» GIVEN RECORDS:

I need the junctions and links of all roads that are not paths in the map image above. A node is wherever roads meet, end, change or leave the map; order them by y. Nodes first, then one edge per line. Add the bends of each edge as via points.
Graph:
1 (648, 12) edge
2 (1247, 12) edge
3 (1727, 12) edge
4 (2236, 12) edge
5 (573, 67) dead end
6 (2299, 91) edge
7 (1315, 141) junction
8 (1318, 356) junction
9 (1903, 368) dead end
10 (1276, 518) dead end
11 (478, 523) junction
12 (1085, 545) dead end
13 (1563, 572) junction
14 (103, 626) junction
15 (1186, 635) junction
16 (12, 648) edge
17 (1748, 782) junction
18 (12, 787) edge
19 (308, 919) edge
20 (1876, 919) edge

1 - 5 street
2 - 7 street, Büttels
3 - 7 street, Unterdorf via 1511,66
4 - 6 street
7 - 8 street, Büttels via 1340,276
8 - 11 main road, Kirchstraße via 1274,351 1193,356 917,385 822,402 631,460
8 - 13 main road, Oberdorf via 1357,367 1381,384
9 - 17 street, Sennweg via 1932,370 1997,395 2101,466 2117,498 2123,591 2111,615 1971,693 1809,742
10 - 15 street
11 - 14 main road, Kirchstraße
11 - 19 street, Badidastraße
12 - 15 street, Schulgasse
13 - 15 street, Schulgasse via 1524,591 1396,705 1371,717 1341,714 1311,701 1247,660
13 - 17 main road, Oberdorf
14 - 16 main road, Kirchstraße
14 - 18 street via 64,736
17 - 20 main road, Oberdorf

» WHAT THE TASK ASKS: Every entry above should be duplicated exactly.

» EXERCISE RESPONSE:
I need the junctions and links of all roads that are not paths in the map image above. A node is wherever roads meet, end, change or leave the map; order them by y. Nodes first, then one edge per line. Add the bends of each edge as via points.
Graph:
1 (648, 12) edge
2 (1247, 12) edge
3 (1727, 12) edge
4 (2236, 12) edge
5 (573, 67) dead end
6 (2299, 91) edge
7 (1315, 141) junction
8 (1318, 356) junction
9 (1903, 368) dead end
10 (1276, 518) dead end
11 (478, 523) junction
12 (1085, 545) dead end
13 (1563, 572) junction
14 (103, 626) junction
15 (1186, 635) junction
16 (12, 648) edge
17 (1748, 782) junction
18 (12, 787) edge
19 (308, 919) edge
20 (1876, 919) edge

1 - 5 street
2 - 7 street, Büttels
3 - 7 street, Unterdorf via 1511,66
4 - 6 street
7 - 8 street, Büttels via 1340,276
8 - 11 main road, Kirchstraße via 1274,351 1193,356 917,385 822,402 631,460
8 - 13 main road, Oberdorf via 1357,367 1381,384
9 - 17 street, Sennweg via 1932,370 1997,395 2101,466 2117,498 2123,591 2111,615 1971,693 1809,742
10 - 15 street
11 - 14 main road, Kirchstraße
11 - 19 street, Badidastraße
12 - 15 street, Schulgasse
13 - 15 street, Schulgasse via 1524,591 1396,705 1371,717 1341,714 1311,701 1247,660
13 - 17 main road, Oberdorf
14 - 16 main road, Kirchstraße
14 - 18 street via 64,736
17 - 20 main road, Oberdorf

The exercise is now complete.